Io, da circa un anno, mi ero ritrovata sola a crescere due  figli, Carola e  Michael, rispettivamente di otto e  quattro anni. Mio marito mi aveva lasciata una mattina con un biglietto attaccato al frigorifero: “Mi spiace, non sono un buon marito. Non riesco a mantenere la famiglia. Abbi cura dei nostri bambini e dì loro che gli voglio bene”

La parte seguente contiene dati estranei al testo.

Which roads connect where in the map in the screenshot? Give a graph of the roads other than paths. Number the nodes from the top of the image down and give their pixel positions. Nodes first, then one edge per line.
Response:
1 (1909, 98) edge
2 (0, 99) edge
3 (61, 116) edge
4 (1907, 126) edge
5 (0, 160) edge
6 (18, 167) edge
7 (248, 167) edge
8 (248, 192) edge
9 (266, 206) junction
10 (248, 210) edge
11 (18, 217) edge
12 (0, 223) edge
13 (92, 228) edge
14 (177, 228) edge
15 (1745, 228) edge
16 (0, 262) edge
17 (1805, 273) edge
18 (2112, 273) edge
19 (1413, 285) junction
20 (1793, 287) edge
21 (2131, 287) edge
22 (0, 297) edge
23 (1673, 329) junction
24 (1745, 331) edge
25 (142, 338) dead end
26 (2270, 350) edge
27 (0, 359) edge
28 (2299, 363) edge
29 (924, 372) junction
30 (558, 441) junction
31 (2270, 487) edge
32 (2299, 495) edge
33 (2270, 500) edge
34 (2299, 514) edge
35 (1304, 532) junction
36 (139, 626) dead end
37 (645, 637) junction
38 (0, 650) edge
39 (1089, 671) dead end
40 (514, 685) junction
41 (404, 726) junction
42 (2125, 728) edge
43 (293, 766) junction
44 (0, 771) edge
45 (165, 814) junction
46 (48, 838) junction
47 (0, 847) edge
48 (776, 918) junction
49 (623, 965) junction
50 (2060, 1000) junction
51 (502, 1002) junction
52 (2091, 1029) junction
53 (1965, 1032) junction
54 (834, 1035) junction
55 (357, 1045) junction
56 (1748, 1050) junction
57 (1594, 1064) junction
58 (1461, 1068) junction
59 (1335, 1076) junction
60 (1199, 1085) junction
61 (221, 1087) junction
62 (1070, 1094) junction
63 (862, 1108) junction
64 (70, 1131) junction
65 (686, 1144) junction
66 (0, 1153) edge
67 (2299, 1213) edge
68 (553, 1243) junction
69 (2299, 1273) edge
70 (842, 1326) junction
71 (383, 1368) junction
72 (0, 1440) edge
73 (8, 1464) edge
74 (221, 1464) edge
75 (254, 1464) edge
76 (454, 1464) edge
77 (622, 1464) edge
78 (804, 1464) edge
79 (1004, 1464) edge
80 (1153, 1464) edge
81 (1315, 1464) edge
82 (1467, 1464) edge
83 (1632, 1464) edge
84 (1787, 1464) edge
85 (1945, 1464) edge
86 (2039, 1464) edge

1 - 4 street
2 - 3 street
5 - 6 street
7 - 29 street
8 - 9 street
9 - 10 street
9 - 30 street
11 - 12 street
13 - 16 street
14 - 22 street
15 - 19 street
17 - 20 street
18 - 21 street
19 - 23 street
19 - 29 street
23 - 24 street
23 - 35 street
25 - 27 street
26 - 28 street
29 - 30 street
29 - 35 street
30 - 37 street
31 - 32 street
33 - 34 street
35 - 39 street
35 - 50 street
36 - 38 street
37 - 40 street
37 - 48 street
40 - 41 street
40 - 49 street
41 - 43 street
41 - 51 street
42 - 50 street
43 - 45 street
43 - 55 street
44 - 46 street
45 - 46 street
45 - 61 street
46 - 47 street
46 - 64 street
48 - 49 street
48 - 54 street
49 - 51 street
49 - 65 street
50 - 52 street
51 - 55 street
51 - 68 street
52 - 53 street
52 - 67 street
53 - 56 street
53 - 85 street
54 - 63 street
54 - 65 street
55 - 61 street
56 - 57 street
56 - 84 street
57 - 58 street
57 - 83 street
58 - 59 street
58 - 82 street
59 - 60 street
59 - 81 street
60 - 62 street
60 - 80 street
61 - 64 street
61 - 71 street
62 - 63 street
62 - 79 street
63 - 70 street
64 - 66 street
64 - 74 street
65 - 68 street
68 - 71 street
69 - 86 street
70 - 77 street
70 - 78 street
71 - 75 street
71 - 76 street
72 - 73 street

Certi avvenimenti, pur non desiderandoli, irrompono nella nostra vita come un fulmine a ciel sereno e cambiano totalmente il modo di vedere, di vivere e di affrontare le situazioni. Avrei dovuto sforzarmi di sorridere e fare di tutto per mandare via la tristezza dai miei occhi, perché i miei figli non meritavano altra sofferenza, ma serenità ed affetto. Non ero libera di lasciarmi sopraffare dallo sconforto: dovevo cercare di andare avanti e sperare di trovare un lavoro dignitoso per non creare ulteriori disagi ai miei due angeli. Quel giorno di fine Maggio sentivo una voce dentro di me che mi ripeteva che nulla era ancora perduto. Grazie al mio mantra portafortuna e a quel pizzico di  sfacciataggine che non mi era mai mancato, suonai al citofono dell’ennesimo ristorante per propormi come cuoca o cameriera. Su quel luogo avevo riposto tutte le mie  speranze. Sapevo che i  proprietari del ristorante “Sapor del cuor” erano il mio ex fidanzato e suo padre.  Una ragazza bionda e con un viso angelico aprì l’antico portone d’ingresso chiedendomi di cosa avessi bisogno. Mi feci coraggio e le risposi che cercavo il signor Gioele, ossia il mio ex.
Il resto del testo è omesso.